• [TASK DESCRIPTION]
In the data below, one line contains "ring tip: (841, 835)" and a later one contains "ring dip: (825, 840)". Print both, with every line between them, exactly and alone.

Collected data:
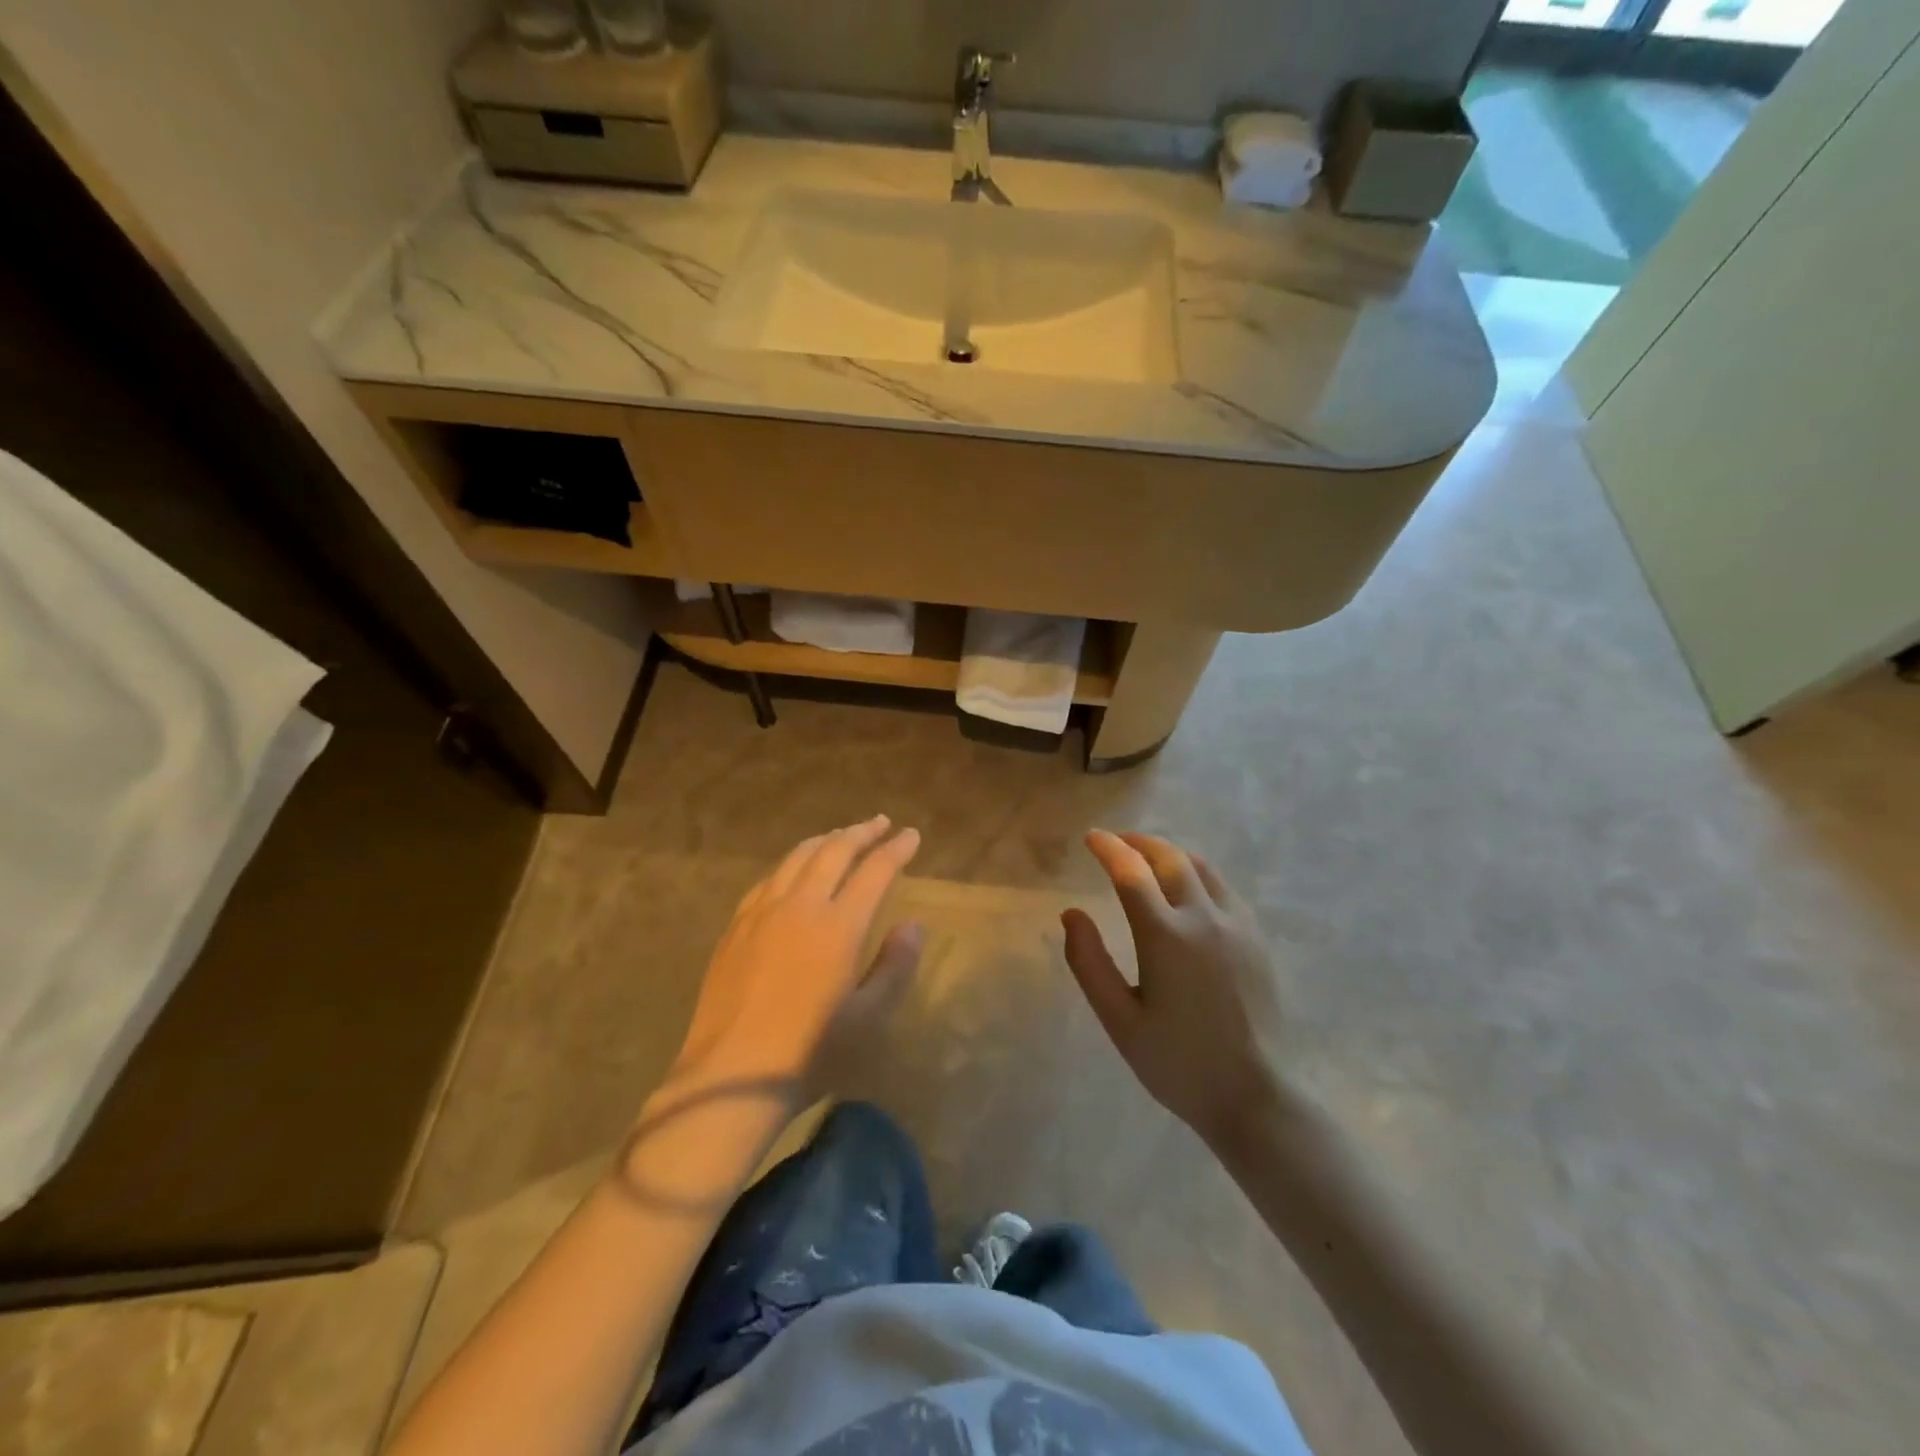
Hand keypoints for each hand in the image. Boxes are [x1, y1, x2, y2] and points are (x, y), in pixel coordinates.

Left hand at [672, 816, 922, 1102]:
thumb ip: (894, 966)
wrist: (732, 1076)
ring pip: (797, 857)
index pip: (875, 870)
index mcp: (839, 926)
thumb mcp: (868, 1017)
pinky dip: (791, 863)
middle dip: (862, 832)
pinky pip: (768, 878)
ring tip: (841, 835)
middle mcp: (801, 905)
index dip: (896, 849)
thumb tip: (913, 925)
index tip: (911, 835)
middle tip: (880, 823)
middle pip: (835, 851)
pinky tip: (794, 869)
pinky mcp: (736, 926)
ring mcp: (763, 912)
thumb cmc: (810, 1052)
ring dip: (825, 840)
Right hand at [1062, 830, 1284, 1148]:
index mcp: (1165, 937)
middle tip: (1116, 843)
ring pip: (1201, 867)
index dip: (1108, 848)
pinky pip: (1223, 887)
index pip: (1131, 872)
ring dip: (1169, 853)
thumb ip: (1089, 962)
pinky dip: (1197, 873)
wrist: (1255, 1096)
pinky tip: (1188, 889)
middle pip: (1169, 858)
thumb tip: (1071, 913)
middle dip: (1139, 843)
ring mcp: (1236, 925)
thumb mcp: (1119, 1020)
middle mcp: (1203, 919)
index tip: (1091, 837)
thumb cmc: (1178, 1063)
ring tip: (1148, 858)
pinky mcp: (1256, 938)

• [SOLUTION BELOW]
ring tip: (841, 835)
middle mcp: (801, 905)
index dip: (896, 849)
thumb tip: (913, 925)
index tip: (911, 835)
middle tip: (880, 823)
middle pip: (835, 851)
pinky tip: (794, 869)
pinky mcp: (736, 926)
ring mcp: (763, 912)
thumb cmc: (810, 1052)
ring dip: (825, 840)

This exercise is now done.